Ortadoğu AKP'den etkilendi

MARDİN'DE

Mardin Belediyesi tarafından düzenlenen "Ortadoğu'da Demokrasinin Açmazları" konulu panel Atatürk Kültür Merkezi'nde yapıldı.

Panele; Cornegie Beyrut Ortadoğu Merkezi Araştırma Direktörü Prof. Dr. Amr Hamzawy, Yıldız Teknik Üniversitesi Öğretim Görevlisi Doç. Dr. Ergün Yıldırım ve Yeni Şafak Gazetesi Yazarı Özlem Albayrak katıldı. Panelin modatörlüğünü ise Mardin Belediyesi Özel Kalem Müdürü Muzaffer Paşaoğlu yaptı. Açılış konuşmasında 8. Cumhurbaşkanı Turgut Özal'ı rahmet ve minnetle andıklarını belirten Mardin Belediye Başkanı Mehmet Beşir Ayanoğlu, Türkiye ve dünyanın ilgisini çeken bir ilde yerel yönetici olmanın zor olduğunu söyledi. Ayanoğlu, Mardin'e gösterilen ilginin kendilerine ağır bir sorumluluk yüklediğini belirterek, "İnsanımızın müreffeh bir şehirde kaliteli bir hayat yaşayabilmesi için çok çaba sarf etmemiz gerekir. Bu panellerle entelektüel anlamda insanların olaylara farklı açılardan da bakabilmelerini amaçlıyoruz" dedi.

 

"ARAP ÜLKELERİNDE GENÇ NÜFUSUN SAYISI FAZLA, EĞİTİM SEVİYESİ ÇOK DÜŞÜK"
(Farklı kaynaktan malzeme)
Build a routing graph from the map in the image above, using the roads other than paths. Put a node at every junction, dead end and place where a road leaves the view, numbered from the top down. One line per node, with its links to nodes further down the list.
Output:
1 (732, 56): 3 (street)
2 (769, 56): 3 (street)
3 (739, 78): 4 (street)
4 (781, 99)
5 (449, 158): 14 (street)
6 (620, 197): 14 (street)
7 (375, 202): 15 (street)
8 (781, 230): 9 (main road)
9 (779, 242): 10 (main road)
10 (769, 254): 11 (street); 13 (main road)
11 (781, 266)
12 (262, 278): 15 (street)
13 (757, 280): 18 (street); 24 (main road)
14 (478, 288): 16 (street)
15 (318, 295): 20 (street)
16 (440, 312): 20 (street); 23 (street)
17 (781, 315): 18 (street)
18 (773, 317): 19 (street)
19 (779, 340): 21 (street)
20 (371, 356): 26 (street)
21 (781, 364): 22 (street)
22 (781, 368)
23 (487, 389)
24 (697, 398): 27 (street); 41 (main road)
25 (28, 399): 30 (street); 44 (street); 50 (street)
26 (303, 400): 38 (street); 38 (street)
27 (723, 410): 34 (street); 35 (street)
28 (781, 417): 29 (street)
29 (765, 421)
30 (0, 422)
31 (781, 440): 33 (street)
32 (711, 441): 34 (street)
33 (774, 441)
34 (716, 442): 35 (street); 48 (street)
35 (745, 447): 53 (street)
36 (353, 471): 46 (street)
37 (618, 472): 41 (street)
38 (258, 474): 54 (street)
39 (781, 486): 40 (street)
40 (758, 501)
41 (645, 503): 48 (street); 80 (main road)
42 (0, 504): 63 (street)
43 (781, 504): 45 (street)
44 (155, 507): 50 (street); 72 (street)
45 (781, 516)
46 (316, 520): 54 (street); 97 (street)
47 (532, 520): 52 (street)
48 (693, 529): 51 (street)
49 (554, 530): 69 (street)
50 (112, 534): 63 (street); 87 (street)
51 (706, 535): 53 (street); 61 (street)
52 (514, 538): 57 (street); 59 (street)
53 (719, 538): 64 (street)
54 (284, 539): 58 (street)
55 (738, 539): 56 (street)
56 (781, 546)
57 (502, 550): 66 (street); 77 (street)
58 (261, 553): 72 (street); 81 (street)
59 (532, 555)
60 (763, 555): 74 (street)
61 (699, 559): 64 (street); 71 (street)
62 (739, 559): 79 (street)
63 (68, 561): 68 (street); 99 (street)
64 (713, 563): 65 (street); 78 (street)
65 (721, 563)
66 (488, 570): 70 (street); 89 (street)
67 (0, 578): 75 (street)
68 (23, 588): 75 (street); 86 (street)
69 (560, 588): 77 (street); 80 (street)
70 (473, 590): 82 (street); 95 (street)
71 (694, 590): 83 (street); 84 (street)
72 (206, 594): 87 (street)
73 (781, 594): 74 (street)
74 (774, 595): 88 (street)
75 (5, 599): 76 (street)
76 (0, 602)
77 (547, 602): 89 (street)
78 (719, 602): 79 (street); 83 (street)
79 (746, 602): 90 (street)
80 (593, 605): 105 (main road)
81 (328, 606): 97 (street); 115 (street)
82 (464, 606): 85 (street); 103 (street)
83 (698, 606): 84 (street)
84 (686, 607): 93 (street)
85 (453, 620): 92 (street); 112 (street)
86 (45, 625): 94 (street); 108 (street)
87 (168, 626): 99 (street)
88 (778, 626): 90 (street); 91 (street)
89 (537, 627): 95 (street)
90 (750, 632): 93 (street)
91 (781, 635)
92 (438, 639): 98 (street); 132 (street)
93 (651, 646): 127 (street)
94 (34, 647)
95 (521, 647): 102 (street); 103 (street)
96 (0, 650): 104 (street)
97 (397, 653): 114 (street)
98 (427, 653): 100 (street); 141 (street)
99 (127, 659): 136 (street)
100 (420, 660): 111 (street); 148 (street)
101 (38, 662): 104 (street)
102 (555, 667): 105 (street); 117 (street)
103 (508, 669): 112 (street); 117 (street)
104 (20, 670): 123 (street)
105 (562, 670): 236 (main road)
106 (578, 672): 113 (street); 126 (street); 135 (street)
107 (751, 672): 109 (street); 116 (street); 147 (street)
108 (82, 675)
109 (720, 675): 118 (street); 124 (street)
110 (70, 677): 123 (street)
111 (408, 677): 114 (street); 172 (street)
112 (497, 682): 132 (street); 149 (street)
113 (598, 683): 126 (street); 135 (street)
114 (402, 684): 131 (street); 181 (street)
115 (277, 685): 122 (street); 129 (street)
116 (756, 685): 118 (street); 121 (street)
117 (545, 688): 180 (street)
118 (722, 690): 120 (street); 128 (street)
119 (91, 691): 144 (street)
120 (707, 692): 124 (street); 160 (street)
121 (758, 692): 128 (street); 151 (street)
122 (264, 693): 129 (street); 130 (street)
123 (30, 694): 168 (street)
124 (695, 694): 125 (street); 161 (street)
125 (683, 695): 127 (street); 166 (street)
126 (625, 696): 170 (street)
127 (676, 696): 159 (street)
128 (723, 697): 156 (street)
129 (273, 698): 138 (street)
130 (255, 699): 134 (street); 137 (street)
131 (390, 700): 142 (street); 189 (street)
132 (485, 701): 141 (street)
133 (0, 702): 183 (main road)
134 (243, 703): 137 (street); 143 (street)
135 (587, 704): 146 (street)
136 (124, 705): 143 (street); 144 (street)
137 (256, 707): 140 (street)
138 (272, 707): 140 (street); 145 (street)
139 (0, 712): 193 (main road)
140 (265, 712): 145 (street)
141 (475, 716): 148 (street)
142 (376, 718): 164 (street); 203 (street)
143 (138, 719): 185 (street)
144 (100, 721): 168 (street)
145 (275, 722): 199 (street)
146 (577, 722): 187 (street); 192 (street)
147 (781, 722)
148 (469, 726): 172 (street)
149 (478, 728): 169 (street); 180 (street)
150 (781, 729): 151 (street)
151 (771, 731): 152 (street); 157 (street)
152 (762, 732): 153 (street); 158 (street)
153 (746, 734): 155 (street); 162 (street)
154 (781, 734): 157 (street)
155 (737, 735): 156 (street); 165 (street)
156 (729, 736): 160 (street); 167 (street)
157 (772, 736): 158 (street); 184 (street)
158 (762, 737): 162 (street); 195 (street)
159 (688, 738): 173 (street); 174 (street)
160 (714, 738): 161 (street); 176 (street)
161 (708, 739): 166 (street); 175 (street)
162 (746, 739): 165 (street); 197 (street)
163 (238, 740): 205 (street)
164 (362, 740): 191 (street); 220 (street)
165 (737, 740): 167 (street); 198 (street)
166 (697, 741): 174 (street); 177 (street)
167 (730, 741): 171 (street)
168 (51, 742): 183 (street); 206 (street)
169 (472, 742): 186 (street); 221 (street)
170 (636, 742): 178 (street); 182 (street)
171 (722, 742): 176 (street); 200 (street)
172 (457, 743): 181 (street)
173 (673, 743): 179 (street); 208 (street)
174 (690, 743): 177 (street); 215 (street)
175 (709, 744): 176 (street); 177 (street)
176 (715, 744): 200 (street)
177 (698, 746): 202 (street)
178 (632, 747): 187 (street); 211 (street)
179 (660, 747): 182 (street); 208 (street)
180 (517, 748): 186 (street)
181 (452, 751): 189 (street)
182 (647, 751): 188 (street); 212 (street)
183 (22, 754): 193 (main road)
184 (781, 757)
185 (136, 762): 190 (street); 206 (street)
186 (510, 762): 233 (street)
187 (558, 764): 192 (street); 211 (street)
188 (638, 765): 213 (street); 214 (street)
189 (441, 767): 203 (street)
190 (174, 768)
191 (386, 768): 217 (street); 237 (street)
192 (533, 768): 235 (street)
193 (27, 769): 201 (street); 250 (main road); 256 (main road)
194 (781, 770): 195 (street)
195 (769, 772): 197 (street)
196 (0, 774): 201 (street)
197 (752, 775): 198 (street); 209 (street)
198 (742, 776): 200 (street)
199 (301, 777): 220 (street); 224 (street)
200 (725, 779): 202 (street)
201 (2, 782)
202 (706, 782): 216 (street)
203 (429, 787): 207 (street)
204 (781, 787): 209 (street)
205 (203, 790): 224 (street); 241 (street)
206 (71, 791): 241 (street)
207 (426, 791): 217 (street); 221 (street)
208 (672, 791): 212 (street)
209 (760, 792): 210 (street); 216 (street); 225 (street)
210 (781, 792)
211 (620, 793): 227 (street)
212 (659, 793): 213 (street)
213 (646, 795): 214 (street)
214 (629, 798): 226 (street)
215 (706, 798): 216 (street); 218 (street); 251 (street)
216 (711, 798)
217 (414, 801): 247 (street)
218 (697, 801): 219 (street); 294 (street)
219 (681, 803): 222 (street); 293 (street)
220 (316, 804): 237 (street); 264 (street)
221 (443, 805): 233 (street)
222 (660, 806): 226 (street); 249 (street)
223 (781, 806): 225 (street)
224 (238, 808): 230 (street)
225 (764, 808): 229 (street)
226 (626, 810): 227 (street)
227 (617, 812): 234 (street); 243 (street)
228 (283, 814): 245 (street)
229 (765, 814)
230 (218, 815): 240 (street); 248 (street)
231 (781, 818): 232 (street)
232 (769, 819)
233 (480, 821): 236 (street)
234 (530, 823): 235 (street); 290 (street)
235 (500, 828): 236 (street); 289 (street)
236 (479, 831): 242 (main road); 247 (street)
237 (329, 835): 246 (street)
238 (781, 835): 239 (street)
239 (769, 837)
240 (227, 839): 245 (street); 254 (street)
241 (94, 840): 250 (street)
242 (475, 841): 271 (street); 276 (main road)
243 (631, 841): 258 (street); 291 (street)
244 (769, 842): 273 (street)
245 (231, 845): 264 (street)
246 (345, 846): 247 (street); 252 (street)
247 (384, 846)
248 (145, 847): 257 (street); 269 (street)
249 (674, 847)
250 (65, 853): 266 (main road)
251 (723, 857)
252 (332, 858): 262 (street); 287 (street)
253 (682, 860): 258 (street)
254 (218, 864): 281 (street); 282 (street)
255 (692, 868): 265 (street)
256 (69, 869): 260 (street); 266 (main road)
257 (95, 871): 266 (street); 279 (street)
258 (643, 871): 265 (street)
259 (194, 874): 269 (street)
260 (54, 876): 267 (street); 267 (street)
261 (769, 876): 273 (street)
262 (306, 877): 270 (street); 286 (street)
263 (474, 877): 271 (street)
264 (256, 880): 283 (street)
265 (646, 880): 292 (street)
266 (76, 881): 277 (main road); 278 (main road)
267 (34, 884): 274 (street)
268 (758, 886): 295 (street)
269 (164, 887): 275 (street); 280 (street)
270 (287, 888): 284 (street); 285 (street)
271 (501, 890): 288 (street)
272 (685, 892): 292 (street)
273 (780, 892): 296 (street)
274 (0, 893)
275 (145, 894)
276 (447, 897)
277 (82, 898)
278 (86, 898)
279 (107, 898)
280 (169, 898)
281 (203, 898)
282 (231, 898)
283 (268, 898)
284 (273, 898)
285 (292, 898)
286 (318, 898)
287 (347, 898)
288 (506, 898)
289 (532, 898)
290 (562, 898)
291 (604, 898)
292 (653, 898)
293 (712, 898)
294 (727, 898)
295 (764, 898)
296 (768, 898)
Açılış konuşmasından sonra panele geçildi. İlk olarak söz alan Cornegie Beyrut Ortadoğu Merkezi Araştırma Direktörü Prof. Dr. Amr Hamzawy, Mardin'deki kültürel çeşitliliğin çok dikkat çekici olduğunu belirterek, "Bir kahvehanede oturup çay içerken ezan sesini duydum. Daha sonra yanımıza gelen müezzin hem Arapça hem de Türkçe konuşuyordu. Mardin'in bu yapısından benim haberim yoktu ve bu çok ta hoşuma gitti" dedi.

Prof. Dr. Hamzawy, "Arap Dünyasındaki Demokrasi" konulu sunumunda şunları söyledi: "Arap dünyasından gelen haberler; insan hakları, dürüst seçimler, katılımcılık ile ilgili değildir. Aksine uzun süredir iktidarda kalan liderlerin haberleri gelmektedir. Kaddafi, Hüsnü Mübarek, Ali Abdullah Salih gibi. Arap ülkelerinde Batılı anlamda demokrasi yoktur. Sistem değişmiyor. İnsan hakları garanti altına alınmış değil, rejim siyasi gruplar arasında dağıtılmıyor. Bu anlamda demokrasi yoktur. Fakat halk arasındaki siyasi etkinlik kaybolmuyor. Arap halkları arasında siyasete çok büyük ilgi var."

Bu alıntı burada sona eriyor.